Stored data
◆ ◆ ◆ ◆
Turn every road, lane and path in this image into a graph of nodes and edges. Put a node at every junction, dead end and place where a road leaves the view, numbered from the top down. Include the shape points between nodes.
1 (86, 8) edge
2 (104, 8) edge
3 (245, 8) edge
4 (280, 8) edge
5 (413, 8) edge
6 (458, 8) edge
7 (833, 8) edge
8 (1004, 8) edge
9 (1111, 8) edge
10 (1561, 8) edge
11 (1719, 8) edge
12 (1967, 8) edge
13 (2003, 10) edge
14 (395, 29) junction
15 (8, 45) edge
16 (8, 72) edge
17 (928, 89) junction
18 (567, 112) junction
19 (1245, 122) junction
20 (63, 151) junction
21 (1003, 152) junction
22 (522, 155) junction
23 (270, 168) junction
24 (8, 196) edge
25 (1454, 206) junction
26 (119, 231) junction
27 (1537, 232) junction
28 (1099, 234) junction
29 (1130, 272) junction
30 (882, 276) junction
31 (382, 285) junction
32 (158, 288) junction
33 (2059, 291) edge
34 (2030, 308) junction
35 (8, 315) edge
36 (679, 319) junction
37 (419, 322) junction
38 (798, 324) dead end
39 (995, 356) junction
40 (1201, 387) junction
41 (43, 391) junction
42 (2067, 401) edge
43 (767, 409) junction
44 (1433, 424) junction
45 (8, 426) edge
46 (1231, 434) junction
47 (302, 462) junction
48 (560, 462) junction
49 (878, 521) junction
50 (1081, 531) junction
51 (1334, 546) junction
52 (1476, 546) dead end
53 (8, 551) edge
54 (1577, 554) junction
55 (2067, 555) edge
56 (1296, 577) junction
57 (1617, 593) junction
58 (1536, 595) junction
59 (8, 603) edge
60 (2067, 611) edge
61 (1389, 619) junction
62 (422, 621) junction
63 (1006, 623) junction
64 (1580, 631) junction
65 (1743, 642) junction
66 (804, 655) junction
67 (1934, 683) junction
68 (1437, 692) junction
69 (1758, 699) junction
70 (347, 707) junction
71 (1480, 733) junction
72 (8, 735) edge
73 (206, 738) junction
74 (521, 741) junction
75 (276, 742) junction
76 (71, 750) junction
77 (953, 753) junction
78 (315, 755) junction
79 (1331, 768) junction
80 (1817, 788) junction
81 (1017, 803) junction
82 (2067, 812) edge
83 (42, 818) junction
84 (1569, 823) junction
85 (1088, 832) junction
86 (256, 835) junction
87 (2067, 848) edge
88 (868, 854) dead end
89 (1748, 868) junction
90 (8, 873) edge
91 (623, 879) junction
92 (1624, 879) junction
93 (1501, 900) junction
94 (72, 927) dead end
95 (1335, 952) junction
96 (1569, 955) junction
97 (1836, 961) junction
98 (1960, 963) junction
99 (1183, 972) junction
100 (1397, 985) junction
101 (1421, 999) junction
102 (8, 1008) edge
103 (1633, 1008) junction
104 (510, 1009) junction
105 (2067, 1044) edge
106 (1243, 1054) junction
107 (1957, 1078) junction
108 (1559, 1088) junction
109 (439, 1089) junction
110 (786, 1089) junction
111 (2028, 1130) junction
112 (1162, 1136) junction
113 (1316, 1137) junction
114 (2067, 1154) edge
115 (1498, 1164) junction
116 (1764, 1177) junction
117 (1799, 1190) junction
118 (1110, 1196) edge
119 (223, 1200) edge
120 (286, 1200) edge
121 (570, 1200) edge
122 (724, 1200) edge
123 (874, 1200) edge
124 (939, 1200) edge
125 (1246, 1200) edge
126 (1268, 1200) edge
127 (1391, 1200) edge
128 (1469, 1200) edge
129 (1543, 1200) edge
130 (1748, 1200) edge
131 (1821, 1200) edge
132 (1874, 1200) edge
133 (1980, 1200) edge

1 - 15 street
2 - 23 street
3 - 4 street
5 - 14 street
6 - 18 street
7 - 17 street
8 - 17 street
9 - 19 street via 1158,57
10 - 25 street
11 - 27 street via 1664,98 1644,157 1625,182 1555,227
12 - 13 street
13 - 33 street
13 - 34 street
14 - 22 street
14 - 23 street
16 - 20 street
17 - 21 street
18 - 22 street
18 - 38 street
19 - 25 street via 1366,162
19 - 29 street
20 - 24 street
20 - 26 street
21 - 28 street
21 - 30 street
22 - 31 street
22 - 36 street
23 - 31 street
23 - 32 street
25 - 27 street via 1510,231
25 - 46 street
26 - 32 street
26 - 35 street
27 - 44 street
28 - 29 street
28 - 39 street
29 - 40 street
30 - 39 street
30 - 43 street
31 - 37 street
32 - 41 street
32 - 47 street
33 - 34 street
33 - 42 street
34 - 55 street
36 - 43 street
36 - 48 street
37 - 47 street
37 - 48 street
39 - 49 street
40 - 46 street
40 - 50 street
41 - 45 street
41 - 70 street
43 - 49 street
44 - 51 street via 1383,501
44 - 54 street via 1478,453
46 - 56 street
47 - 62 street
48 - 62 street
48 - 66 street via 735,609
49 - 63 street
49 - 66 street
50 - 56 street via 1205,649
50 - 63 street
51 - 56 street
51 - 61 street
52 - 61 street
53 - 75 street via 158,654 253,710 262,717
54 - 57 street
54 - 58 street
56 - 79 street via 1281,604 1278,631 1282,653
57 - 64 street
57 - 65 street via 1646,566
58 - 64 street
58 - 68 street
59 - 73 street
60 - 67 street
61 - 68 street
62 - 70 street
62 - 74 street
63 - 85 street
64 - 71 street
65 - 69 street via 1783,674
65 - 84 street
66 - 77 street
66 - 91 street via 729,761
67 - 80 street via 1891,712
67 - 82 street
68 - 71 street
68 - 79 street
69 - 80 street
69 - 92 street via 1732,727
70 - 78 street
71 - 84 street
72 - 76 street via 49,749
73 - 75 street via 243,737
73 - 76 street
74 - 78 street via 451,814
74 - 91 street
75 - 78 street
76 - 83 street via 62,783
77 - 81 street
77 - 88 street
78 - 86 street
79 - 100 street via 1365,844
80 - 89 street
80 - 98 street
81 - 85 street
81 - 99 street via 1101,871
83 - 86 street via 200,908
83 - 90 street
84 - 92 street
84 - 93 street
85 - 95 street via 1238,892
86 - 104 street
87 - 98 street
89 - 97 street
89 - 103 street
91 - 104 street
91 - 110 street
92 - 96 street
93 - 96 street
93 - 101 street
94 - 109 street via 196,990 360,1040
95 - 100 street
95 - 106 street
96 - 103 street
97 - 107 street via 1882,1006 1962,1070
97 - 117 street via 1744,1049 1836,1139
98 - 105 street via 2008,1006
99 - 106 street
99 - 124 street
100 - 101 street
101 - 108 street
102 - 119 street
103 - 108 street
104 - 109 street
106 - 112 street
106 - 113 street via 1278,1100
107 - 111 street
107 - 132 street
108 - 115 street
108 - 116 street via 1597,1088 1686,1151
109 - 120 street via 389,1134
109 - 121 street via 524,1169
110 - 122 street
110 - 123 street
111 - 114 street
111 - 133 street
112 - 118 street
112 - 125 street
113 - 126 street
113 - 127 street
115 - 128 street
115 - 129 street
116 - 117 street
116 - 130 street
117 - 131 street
◆ ◆ ◆ ◆
• **PROBLEM STATEMENT**
Retrieve every line above holding the word "dead".

• **WRITTEN REPLY**
Turn every road, lane and path in this image into a graph of nodes and edges. Put a node at every junction, dead end and place where a road leaves the view, numbered from the top down. Include the shape points between nodes.
38 (798, 324) dead end
52 (1476, 546) dead end
88 (868, 854) dead end
94 (72, 927) dead end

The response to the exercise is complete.